The strengths of our systematic review include a thorough search of existing literature, with well-defined inclusion criteria, with the removal of potential bias by the inclusion of comparative studies only. Also, well-defined outcomes were studied with a low level of heterogeneity. The primary comparator in this systematic review was endoscopic glue injection, which has been the gold standard for gastric variceal bleeding. Our study has a few limitations. These include the limited number of studies with a small number of patients who underwent interventions apart from END-G. Also, subgroup analysis based on the severity of background cirrhosis could not be done. Our meta-analysis may not be representative of overall clinical practice wherein EUS-guided and radiologic interventions are performed at centers with expertise, making generalisability of these results difficult. While our meta-analysis included only comparative studies, few of the included studies were retrospective in nature, leading to possible selection bias. Data on the type and size of varix could not be compared, but most studies included cases of GOV2 and IGV1 for intervention. The efficacy of the combination of therapies such as END-G with TIPS or BRTO with TIPS could not be assessed. Lastly, rebleeding-related mortality is a more relevant end point than all-cause mortality, but such data were not available from the majority of the studies.

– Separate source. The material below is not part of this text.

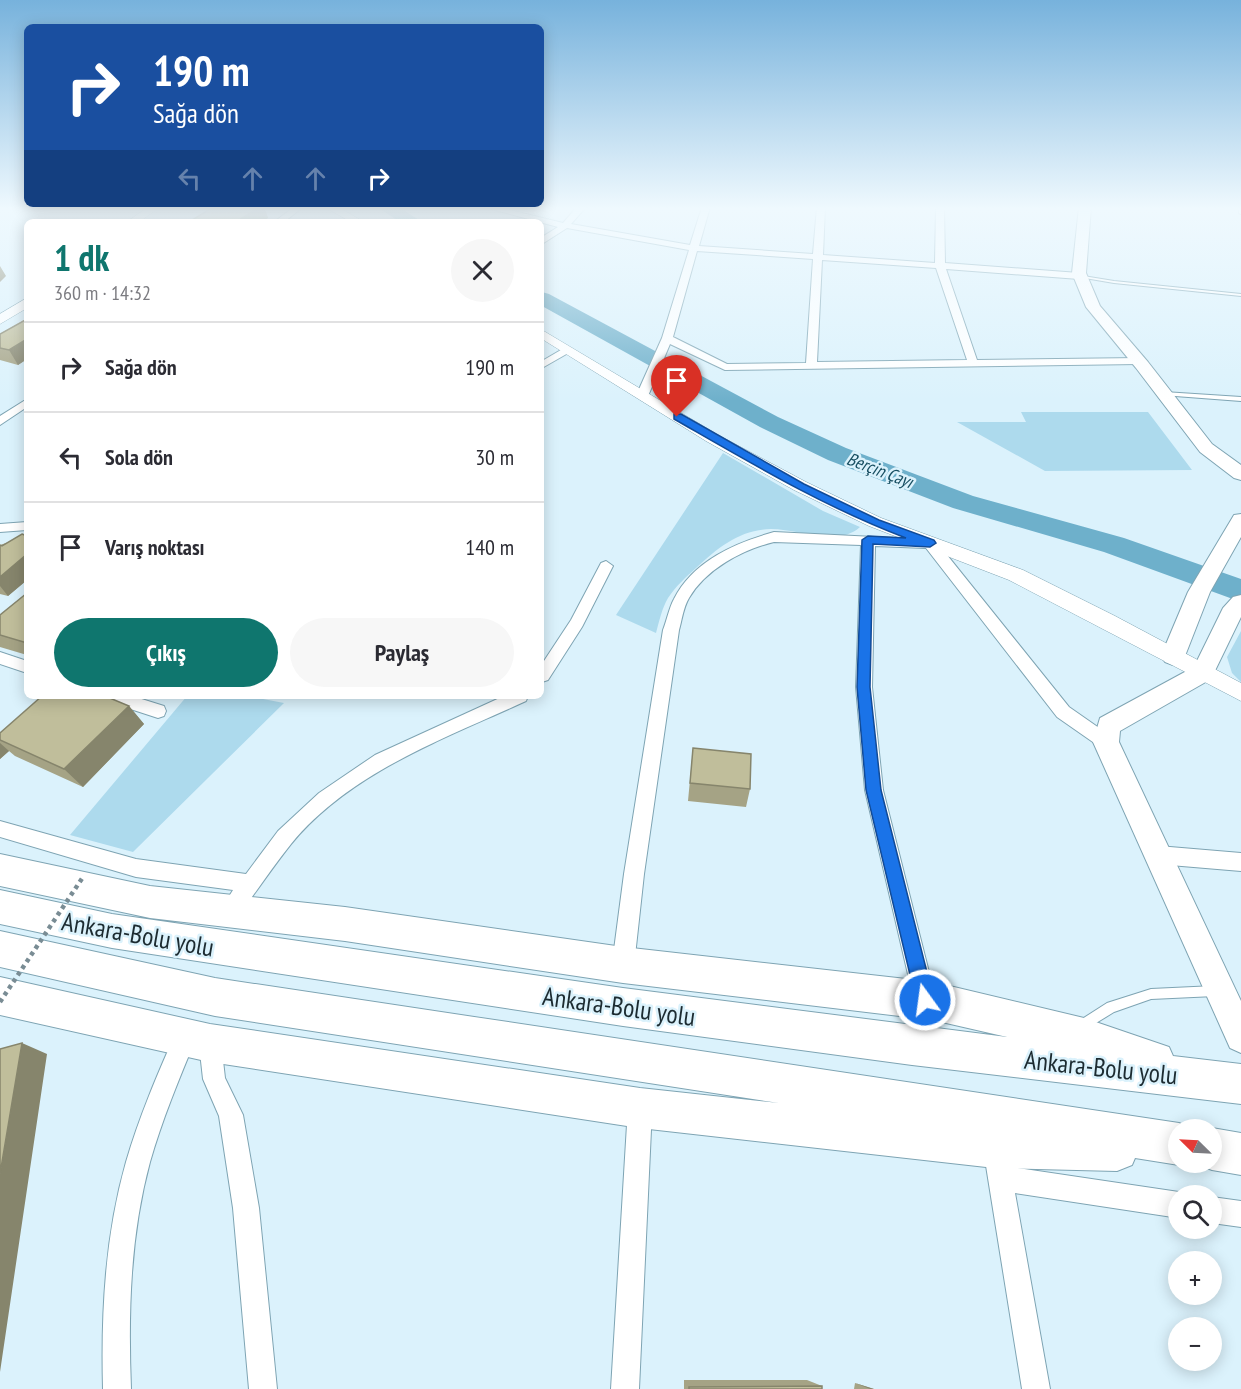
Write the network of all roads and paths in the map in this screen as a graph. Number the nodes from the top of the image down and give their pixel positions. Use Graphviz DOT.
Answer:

In conclusion, this is the first network meta-analysis of different endoscopic and radiologic therapies for the management of gastric varices. Considering the high rates of variceal obliteration, lower rates of bleeding, acceptable rate of adverse events, and lowest probability of mortality, EUS-C+G may be preferred over END-G in centers with expertise. BRTO may be a potential alternative to EUS-C+G considering high rates of obliteration, low rates of rebleeding, acceptable safety profile and higher certainty of evidence. TIPS, on the other hand, may be considered in patients with gastric variceal bleeding with other complications of cirrhosis, to mitigate the effect of clinically significant portal hypertension. Patient selection criteria for TIPS should be robust considering the higher chances of moderate-severe adverse events. There is potential for future large-scale comparative trials between EUS-guided and radiologic interventions for gastric variceal bleeding.